**** Source material ****

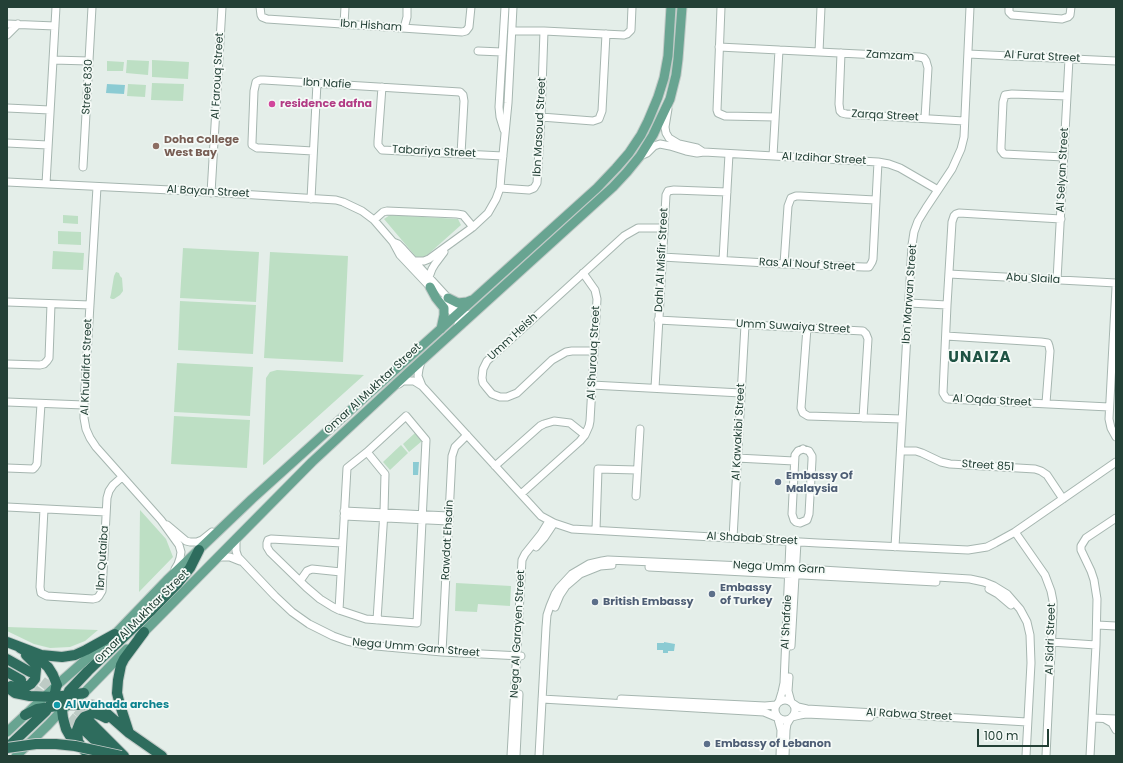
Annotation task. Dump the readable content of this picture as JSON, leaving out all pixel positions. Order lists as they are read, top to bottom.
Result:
{
  "streets": {
    "main road": ["Omar Al Mukhtar Street"],
    "street": [
      "Ibn Hisham",
      "Zamzam",
      "Al Furat Street",
      "Al Farouq Street",
      "Ibn Nafie",
      "Street 830",
      "Zarqa Street",
      "Ibn Masoud Street",
      "Tabariya Street",
      "Al Izdihar Street",
      "Al Selyan Street",
      "Al Bayan Street",
      "Dahl Al Misfir Street",
      "Ras Al Nouf Street",
      "Abu Slaila",
      "Ibn Marwan Street",
      "Umm Suwaiya Street",
      "Umm Heish",
      "Al Shurouq Street",
      "Al Khulaifat Street",
      "Al Oqda Street",
      "Al Kawakibi Street",
      "Street 851",
      "Al Shabab Street",
      "Rawdat Ehsain",
      "Ibn Qutaiba",
      "Nega Umm Garn",
      "Al Shafaie",
      "Nega Al Garayen Street",
      "Al Sidri Street",
      "Nega Umm Gam Street",
      "Al Rabwa Street"
    ]
  },
  "crossings": [
    ["Zamzam", "Zarqa Street"],
    ["Al Furat Street", "Al Selyan Street"],
    ["Al Furat Street", "Ibn Marwan Street"],
    ["Al Farouq Street", "Al Bayan Street"],
    ["Ibn Nafie", "Tabariya Street"],
    ["Zarqa Street", "Ibn Marwan Street"],
    ["Al Izdihar Street", "Ras Al Nouf Street"],
    ["Al Izdihar Street", "Ibn Marwan Street"],
    ["Al Izdihar Street", "Omar Al Mukhtar Street"],
    ["Al Selyan Street", "Abu Slaila"],
    ["Al Selyan Street", "Al Oqda Street"],
    ["Al Bayan Street", "Al Khulaifat Street"],
    ["Al Bayan Street", "Omar Al Mukhtar Street"],
    ["Dahl Al Misfir Street", "Ras Al Nouf Street"],
    ["Dahl Al Misfir Street", "Umm Suwaiya Street"],
    ["Dahl Al Misfir Street", "Umm Heish"],
    ["Abu Slaila", "Al Oqda Street"],
    ["Ibn Marwan Street", "Street 851"],
    ["Ibn Marwan Street", "Al Shabab Street"],
    ["Umm Suwaiya Street", "Al Kawakibi Street"],
    ["Umm Heish", "Al Shurouq Street"],
    ["Al Shurouq Street", "Al Shabab Street"],
    ["Al Khulaifat Street", "Omar Al Mukhtar Street"],
    ["Al Khulaifat Street", "Ibn Qutaiba"],
    ["Omar Al Mukhtar Street", "Nega Umm Gam Street"],
    ["Al Kawakibi Street", "Al Shabab Street"],
    ["Street 851", "Al Shabab Street"],
    ["Al Shabab Street", "Rawdat Ehsain"],
    ["Al Shabab Street", "Al Shafaie"],
    ["Al Shabab Street", "Nega Al Garayen Street"],
    ["Al Shabab Street", "Al Sidri Street"],
    ["Rawdat Ehsain", "Nega Umm Gam Street"],
    ["Nega Umm Garn", "Al Shafaie"],
    ["Nega Umm Garn", "Al Rabwa Street"],
    ["Al Shafaie", "Al Rabwa Street"],
    ["Nega Al Garayen Street", "Nega Umm Gam Street"]
  ],
  "districts": ["UNAIZA"],
  "places": [
    "residence dafna",
    "Doha College West Bay",
    "Embassy Of Malaysia",
    "Embassy of Turkey",
    "British Embassy",
    "Al Wahada arches",
    "Embassy of Lebanon"
  ],
  "scale_bar": "100 m"
}
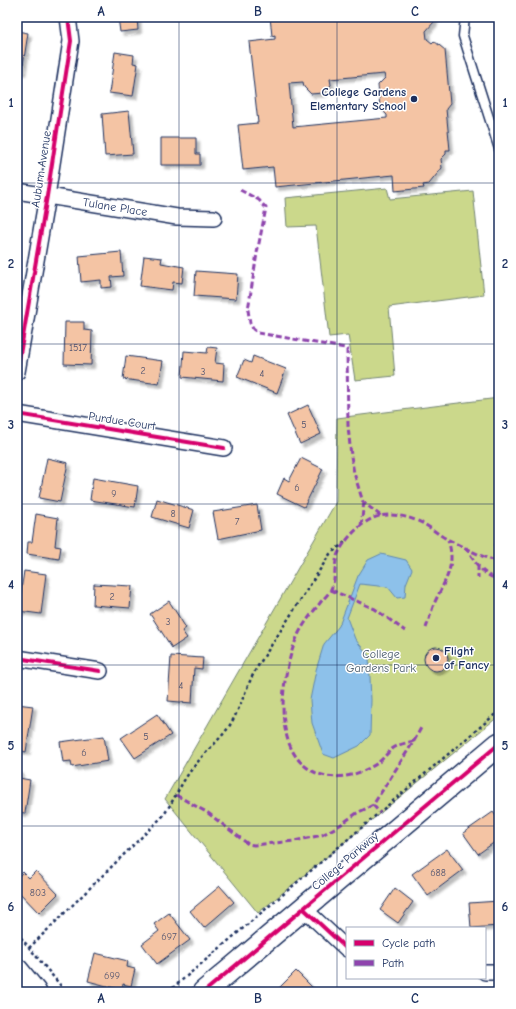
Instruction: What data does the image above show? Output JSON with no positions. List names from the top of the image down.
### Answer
{
  "streets": {
    "street": [
      "Auburn Avenue",
      "Tulane Place",
      "Purdue Court",
      "College Parkway"
    ]
  },
  "crossings": [
    ["Auburn Avenue", "Tulane Place"]
  ],
  "parks": ["College Gardens Park"],
  "places": ["College Gardens Elementary School", "Flight of Fancy"],
  "house_numbers": [
    "1517",
    "2",
    "3",
    "4",
    "5",
    "6",
    "9",
    "8",
    "7",
    "2",
    "3",
    "4",
    "5",
    "6",
    "688",
    "803",
    "697",
    "699"
  ],
  "legend": ["Cycle path", "Path"],
  "grid": {
    "columns": ["A", "B", "C"],
    "rows": [
      "1",
      "2",
      "3",
      "4",
      "5",
      "6"
    ]
  }
}
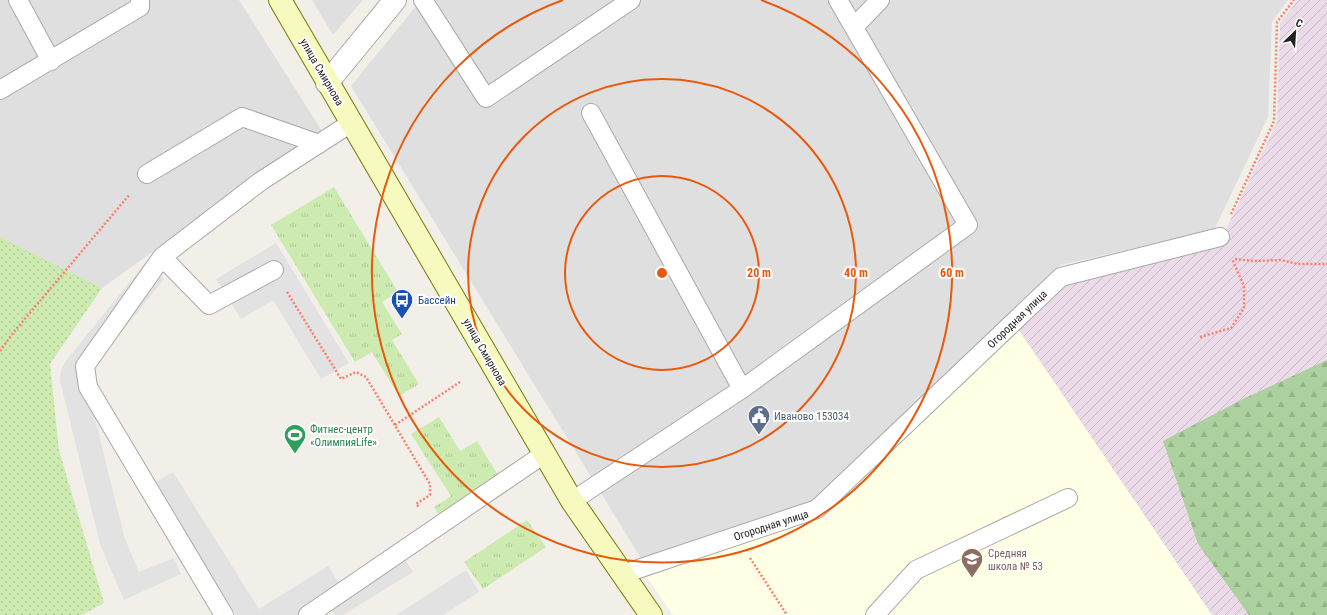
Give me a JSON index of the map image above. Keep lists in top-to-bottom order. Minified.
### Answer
{"streets":{"main road":["улица Смирнова"],"lane":["Огородная улица"]},"crossings":[["улица Смирнова","Огородная улица"]],"places":{"bus stop":["Бассейн"],"public building":["Иваново 153034"],"sports":["Фитнес-центр «ОлимпияLife»"],"school or university":["Средняя школа № 53"]},"north":"top right","rings":["20 m","40 m","60 m"]}
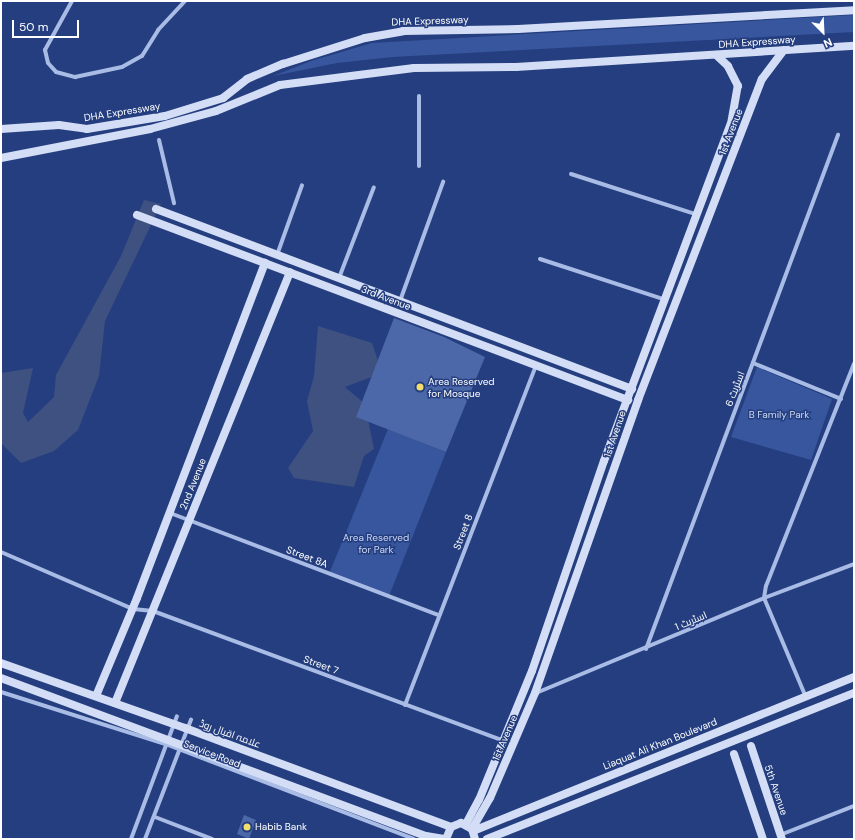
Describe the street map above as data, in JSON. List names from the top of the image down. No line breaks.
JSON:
{"streets":{"main road":["DHA Expressway","1st Avenue","3rd Avenue","2nd Avenue","علامہ اقبال روڈ","Liaquat Ali Khan Boulevard","5th Avenue"],"street":["اسٹریٹ 6","Street 8","Street 8A","اسٹریٹ 1","Street 7","Service Road"]},"crossings":[["DHA Expressway","1st Avenue"],["1st Avenue","اسٹریٹ 1"],["1st Avenue","Liaquat Ali Khan Boulevard"],["3rd Avenue","2nd Avenue"],["3rd Avenue","Street 8"],["اسٹریٹ 6","اسٹریٹ 1"],["2nd Avenue","Street 8A"],["2nd Avenue","Street 7"],["2nd Avenue","علامہ اقبال روڈ"],["Street 8","Street 8A"],["Street 8","Street 7"],["علامہ اقبال روڈ","Liaquat Ali Khan Boulevard"]],"parks":["B Family Park","Area Reserved for Park"],"places":["Area Reserved for Mosque","Habib Bank"],"scale_bar":"50 m","north":"bottom right"}
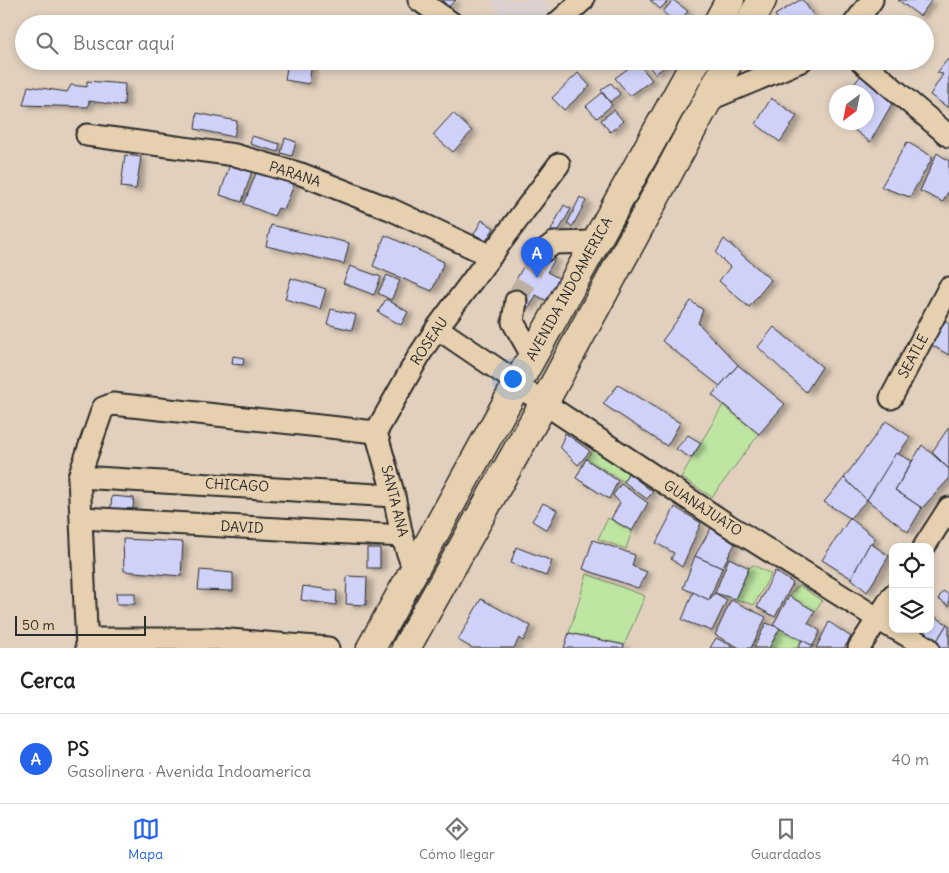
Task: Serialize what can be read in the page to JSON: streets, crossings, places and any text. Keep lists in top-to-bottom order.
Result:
{
  "streets": {
    "main road": ["AVENIDA INDOAMERICA"],
    "street": [
      "PARANA",
      "ROSEAU",
      "SEATLE",
      "CHICAGO",
      "SANTA ANA",
      "GUANAJUATO",
      "DAVID"
    ]
  },
  "crossings": [
    ["PARANA", "ROSEAU"],
    ["AVENIDA INDOAMERICA", "SANTA ANA"],
    ["AVENIDA INDOAMERICA", "GUANAJUATO"],
    ["ROSEAU", "SANTA ANA"],
    ["ROSEAU", "GUANAJUATO"],
    ["CHICAGO", "SANTA ANA"],
    ["SANTA ANA", "DAVID"]
  ],
  "scale_bar": "50 m",
  "north": "bottom left",
  "page": {
    "search": "Buscar aquí",
    "pins": "A",
    "scale": "50 m",
    "heading": "Cerca",
    "list": [
      {
        "mark": "A",
        "name": "PS",
        "note": "Gasolinera · Avenida Indoamerica",
        "value": "40 m"
      }
    ],
    "nav": ["Mapa", "Cómo llegar", "Guardados"]
  }
}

****

▶ **Directions**: Copy out all lines above holding "Kawakibi".

▶ **Result for this task**:
      "Al Kawakibi Street",
    ["Umm Suwaiya Street", "Al Kawakibi Street"],
    ["Al Kawakibi Street", "Al Shabab Street"],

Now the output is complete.